Beloved poet Joseph Brodsky teaching a class in Michigan, circa 1973.

Sunday marked what would have been the 75th birthday of beloved poet Joseph Brodsky, Russia's most recent Nobel Prize winner in literature.

Though he may have died nearly two decades ago, Russians have gone all out in recent days to honor Brodsky's life and work, including with a museum launch, documentaries aired on state television channels and the prospect of a Moscow street named in his honor.

After years of failed attempts to purchase the property from its current owners, a museum was temporarily opened in the communal apartment in St. Petersburg where he lived until he was compelled to emigrate from the country in 1972.

Brodsky's daughter Anna was one of the first visitors to the museum, which — though still undergoing restoration — is expected to open on a more permanent basis by the end of this year, Rossiiskaya Gazeta reported.

Moscow City Duma lawmaker Yevgeny Gerasimov told the Govorit Moskva radio station Saturday that his colleagues would readily support an initiative to name a Moscow street after the poet.

The literary great has already been honored with monuments in Russia, including one that was unveiled in the courtyard of the Philology Faculty of St. Petersburg State University in 2005, and another on Moscow's Novinsky Bulvar, near the U.S. Embassy, in 2011.

Brodsky is the last Russian poet widely recognized as a classic of the Russian literary tradition. In 1987 he received a Nobel Prize in literature "for an all-embracing authorship, imbued with clarity of thought and poetic intensity." In his work he has explored new poetic styles without breaking with the classic Russian school of poetry.

Brodsky was born to a Jewish family in Leningrad, now St. Petersburg, in 1940, just over a year shy of the Nazi siege of the city that claimed hundreds of thousands of lives.

At age 15, he left school to work in a factory, and then at a morgue. He continued to hold various odd jobs, while devoting his free time to reading widely, learning foreign languages and pouring himself into his studies of philosophy, antiquities and British and American poetry.

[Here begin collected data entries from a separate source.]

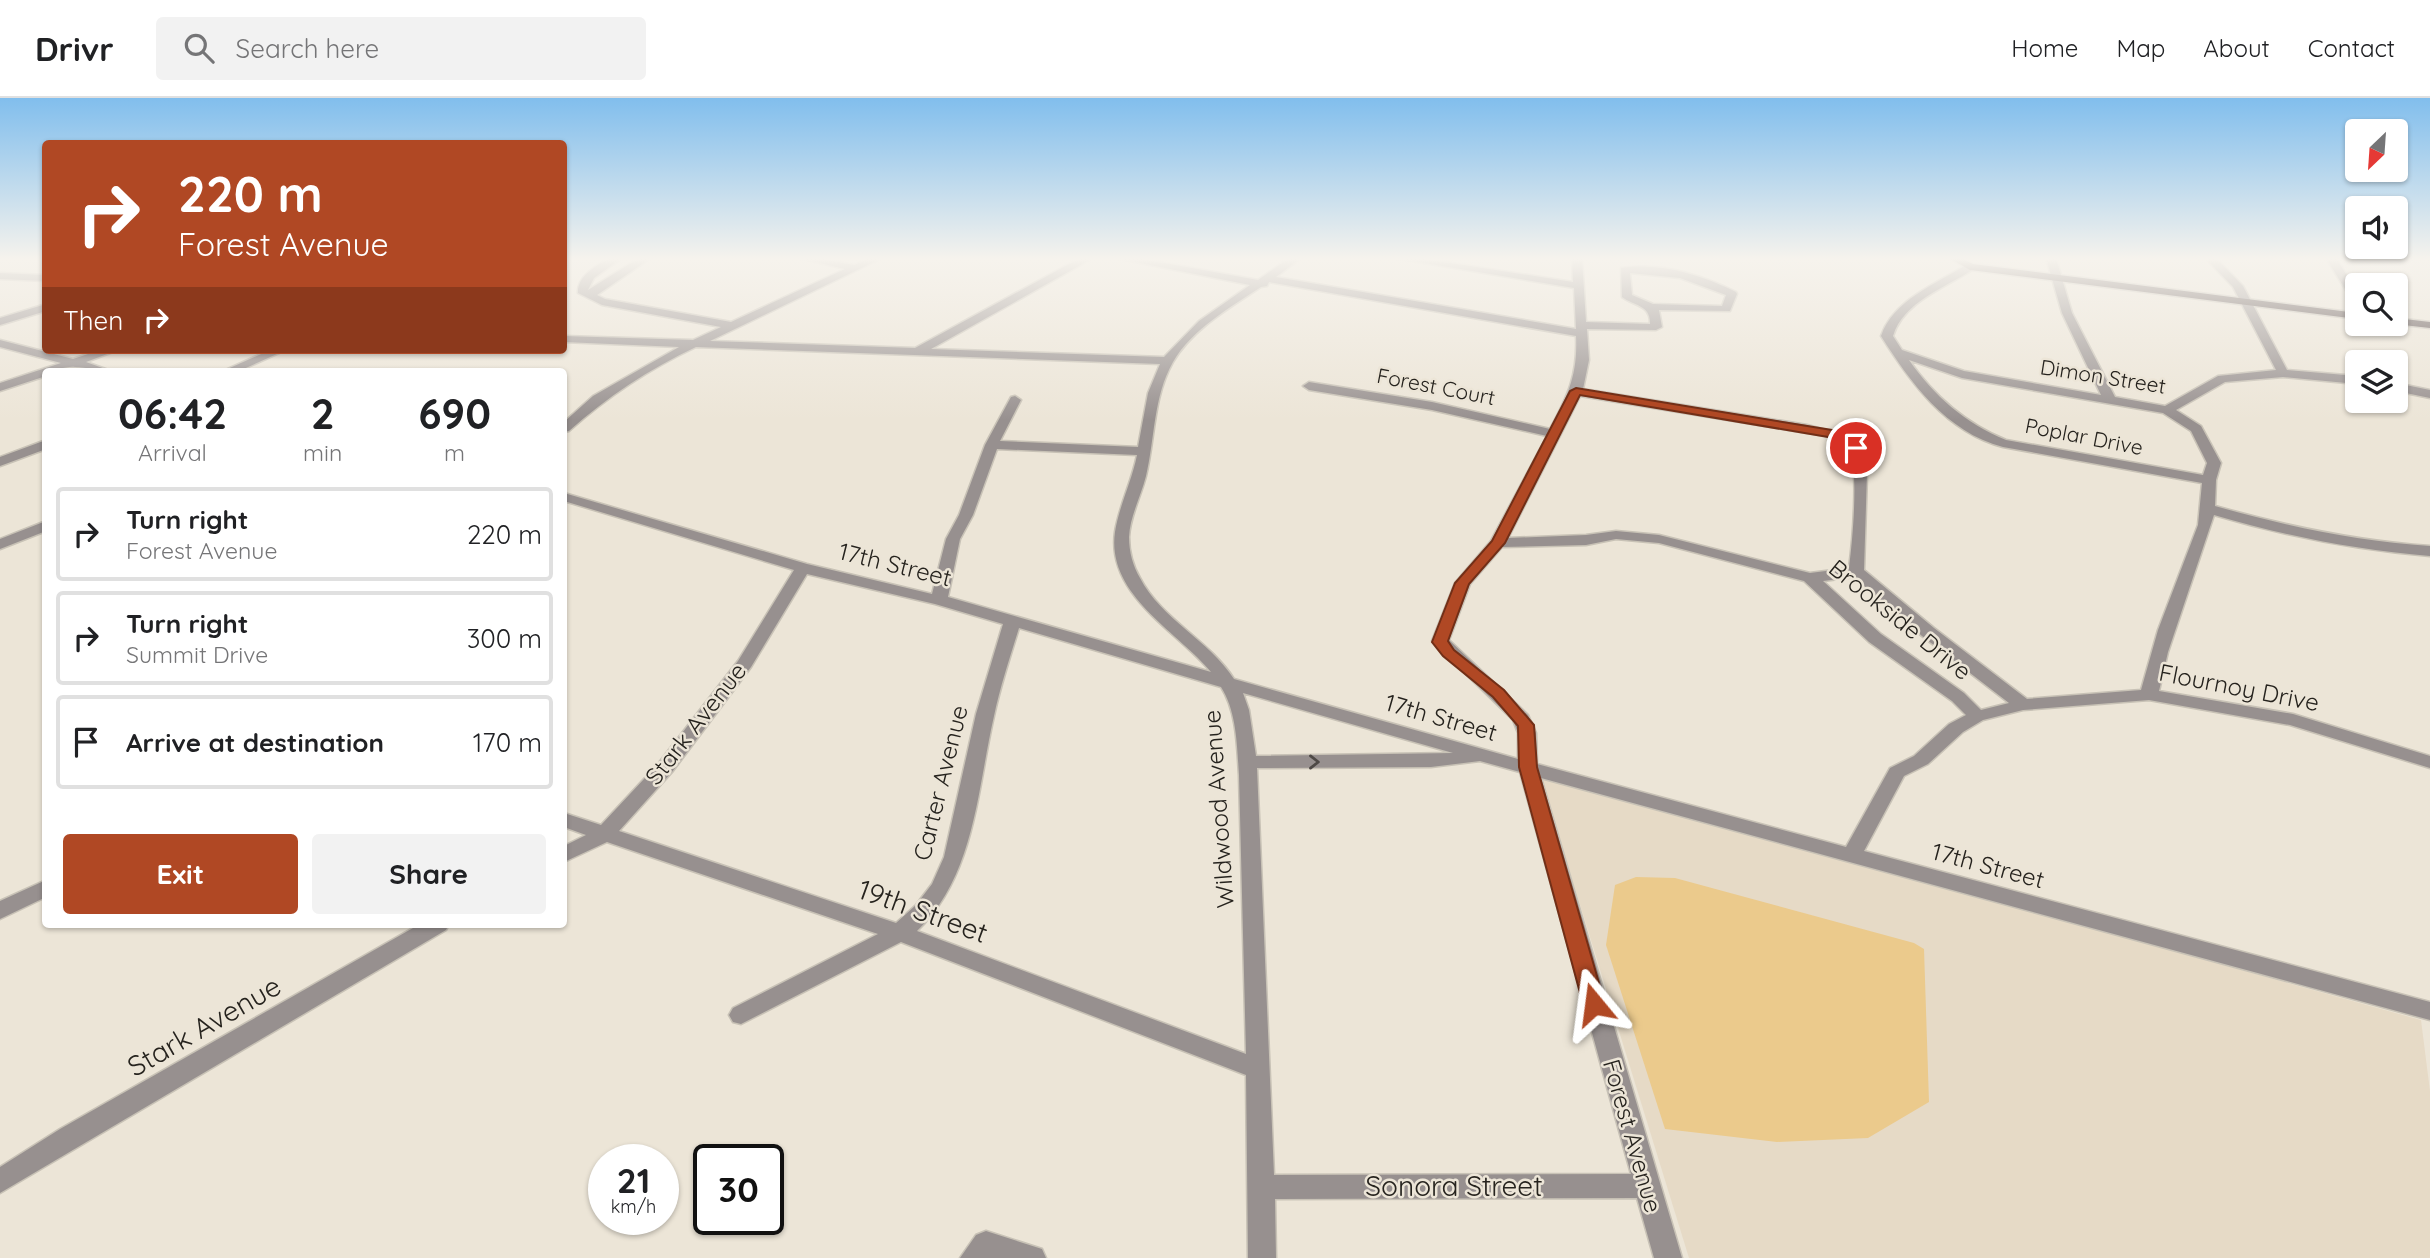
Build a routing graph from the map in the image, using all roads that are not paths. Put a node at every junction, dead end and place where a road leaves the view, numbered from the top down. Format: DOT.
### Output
graph roads {
  1 [pos="30,312"];
  2 [pos="657,312"];
  3 [pos="761,312"];
  4 [pos="991,312"];
  5 [pos="1218,312"];
  6 [pos="1470,312"];
  7 [pos="1579,312"];
  8 [pos="1655,312"];
  9 [pos="1900,312"];
  10 [pos="2067,312"];
  11 [pos="2252,312"];
  12 [pos="2327,312"];
  13 [pos="2345,314"];
  14 [pos="0,322"];
  15 [pos="2408,322"];
  16 [pos="2430,325"];
  17 [pos="732,326"];
  18 [pos="1580,329"];
  19 [pos="567,339"];
  20 [pos="696,342"];
  21 [pos="0,344"];
  22 [pos="919,352"];
  23 [pos="1896,352"];
  24 [pos="99,354"];
  25 [pos="269,354"];
  26 [pos="1167,361"];
  27 [pos="74,362"];
  28 [pos="55,368"];
  29 [pos="95,368"];
  30 [pos="236,368"];
  31 [pos="42,372"];
  32 [pos="2283,373"];
  33 [pos="1962,374"];
  34 [pos="2345,379"];
  35 [pos="1309,386"];
  36 [pos="0,387"];
  37 [pos="1920,387"];
  38 [pos="2408,389"];
  39 [pos="1576,391"];
  40 [pos="2430,394"];
  41 [pos="2109,398"];
  42 [pos="1015,400"];
  43 [pos="2167,410"];
  44 [pos="567,425"];
  45 [pos="1553,434"];
  46 [pos="992,445"];
  47 [pos="42,446"];
  48 [pos="1145,452"];
  49 [pos="0,462"];
  50 [pos="2207,480"];
  51 [pos="567,498"];
  52 [pos="2209,509"];
  53 [pos="42,526"];
  54 [pos="1498,543"];
  55 [pos="0,544"];
  56 [pos="2430,551"];
  57 [pos="803,568"];
  58 [pos="1856,572"];
  59 [pos="1810,578"];
  60 [pos="939,600"];
  61 [pos="1012,622"];
  62 [pos="1230,682"];
  63 [pos="2149,695"];
  64 [pos="2023,705"];
  65 [pos="1977,716"];
  66 [pos="1487,757"];
  67 [pos="1245,762"];
  68 [pos="2430,762"];
  69 [pos="1528,767"];
  70 [pos="567,821"];
  71 [pos="606,834"];
  72 [pos="567,854"];
  73 [pos="1852,855"];
  74 [pos="42,889"];
  75 [pos="0,911"];
  76 [pos="431,928"];
  77 [pos="900,933"];
  78 [pos="2430,1011"];
  79 [pos="741,1015"];
  80 [pos="1259,1069"];
  81 [pos="0,1181"];
  82 [pos="1646,1186"];
  83 [pos="1262,1187"];
  84 [pos="975,1258"];
  85 [pos="1032,1258"];
  86 [pos="1262,1258"];
  87 [pos="1668,1258"];
  1 -- 14 [label="street"];
  2 -- 17 [label="street"];
  3 -- 17 [label="street"];
  4 -- 22 [label="street"];
  5 -- 26 [label="street, Wildwood Avenue"];
  6 -- 18 [label="street"];
  7 -- 18 [label="street, Forest Avenue"];
  8 -- 18 [label="street"];
  9 -- 23 [label="street"];
  10 -- 41 [label="street"];
  11 -- 32 [label="street"];
  12 -- 13 [label="main road"];
  15 -- 16 [label="main road"];
  17 -- 20 [label="street"];
  18 -- 39 [label="street, Forest Avenue"];
  19 -- 20 [label="street"];
  20 -- 22 [label="street"];
  20 -- 44 [label="street"];
  21 -- 27 [label="street"];
  22 -- 26 [label="street"];
  23 -- 33 [label="street, Dimon Street"];
  23 -- 37 [label="street, Poplar Drive"];
  24 -- 27 [label="street"];
  25 -- 30 [label="street"];
  26 -- 48 [label="street, Wildwood Avenue"];
  27 -- 28 [label="street"];
  27 -- 29 [label="street"];
  31 -- 36 [label="street"];
  32 -- 34 [label="street, Dimon Street"];
  32 -- 43 [label="street, Dimon Street"];
  33 -- 37 [label="street, Dimon Street"];
  33 -- 41 [label="street, Dimon Street"];
  35 -- 45 [label="street, Forest Court"];
  37 -- 50 [label="street, Poplar Drive"];
  38 -- 40 [label="street"];
  39 -- 45 [label="street, Forest Avenue"];
  39 -- 58 [label="street"];
  41 -- 43 [label="street, Dimon Street"];
  42 -- 46 [label="street"];
  43 -- 50 [label="street"];
  45 -- 54 [label="street, Forest Avenue"];
  46 -- 48 [label="street"];
  46 -- 60 [label="street"];
  47 -- 49 [label="street"];
  48 -- 62 [label="street, Wildwood Avenue"];
  50 -- 52 [label="street"];
  51 -- 57 [label="street, 17th Street"];
  52 -- 56 [label="street"];
  52 -- 63 [label="street"];
  53 -- 55 [label="street"];
  54 -- 59 [label="street, Brookside Drive"];
  54 -- 69 [label="street, Forest Avenue"];
  57 -- 60 [label="street, 17th Street"];
  57 -- 71 [label="street, Stark Avenue"];
  58 -- 59 [label="street"];
  58 -- 64 [label="street, Brookside Drive"];
  59 -- 65 [label="street, Brookside Drive"];
  60 -- 61 [label="street, 17th Street"];
  61 -- 62 [label="street, 17th Street"];
  61 -- 77 [label="street, Carter Avenue"];
  62 -- 66 [label="street, 17th Street"];
  62 -- 67 [label="street, Wildwood Avenue"];
  63 -- 64 [label="street, Flournoy Drive"];
  63 -- 68 [label="street, Flournoy Drive"];
  64 -- 65 [label="street, Flournoy Drive"];
  65 -- 73 [label="street, Flournoy Drive"];
  67 -- 66 [label="street, one-way"];
  66 -- 69 [label="street, 17th Street"];
  67 -- 80 [label="street, Wildwood Avenue"];
  69 -- 73 [label="street, 17th Street"];
  69 -- 82 [label="street, Forest Avenue"];
  70 -- 71 [label="street, 19th Street"];
  71 -- 72 [label="street, Stark Avenue"];
  71 -- 77 [label="street, 19th Street"];
  73 -- 78 [label="street, 17th Street"];
  74 -- 75 [label="street"];
  76 -- 81 [label="street, Stark Avenue"];
  77 -- 79 [label="street, Carter Avenue"];
  77 -- 80 [label="street, 19th Street"];
  80 -- 83 [label="street, Wildwood Avenue"];
  82 -- 83 [label="street, Sonora Street"];
  82 -- 87 [label="street, Forest Avenue"];
  83 -- 86 [label="street, Wildwood Avenue"];
  84 -- 85 [label="street"];
}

He began his own foray into poetry in 1955, some of which was published in the underground Sintaksis journal. Brodsky quickly gained adoring fans among other poets and the general public, a visibility that soon attracted the attention of the Soviet authorities.

He was denounced by official newspapers, arrested and committed to mental institutions on various occasions. On trial in 1964, as he faced charges of social parasitism, a court determined that odd jobs and poetry did not constitute an adequate contribution to society. He was sentenced to five years of forced labor, but served only 18 months at a farm in the Arkhangelsk region.

Over the years, Brodsky gained fame in the West with much of his work published abroad. After another series of run-ins with security services, Brodsky was made to emigrate, first to Israel and then to the United States, where he taught at the University of Michigan, as well as other institutions. In 1991 Brodsky became a Poet Laureate of the United States.

He never returned to Russia before succumbing to a heart attack in his New York City apartment in 1996. He was buried in Venice, Italy.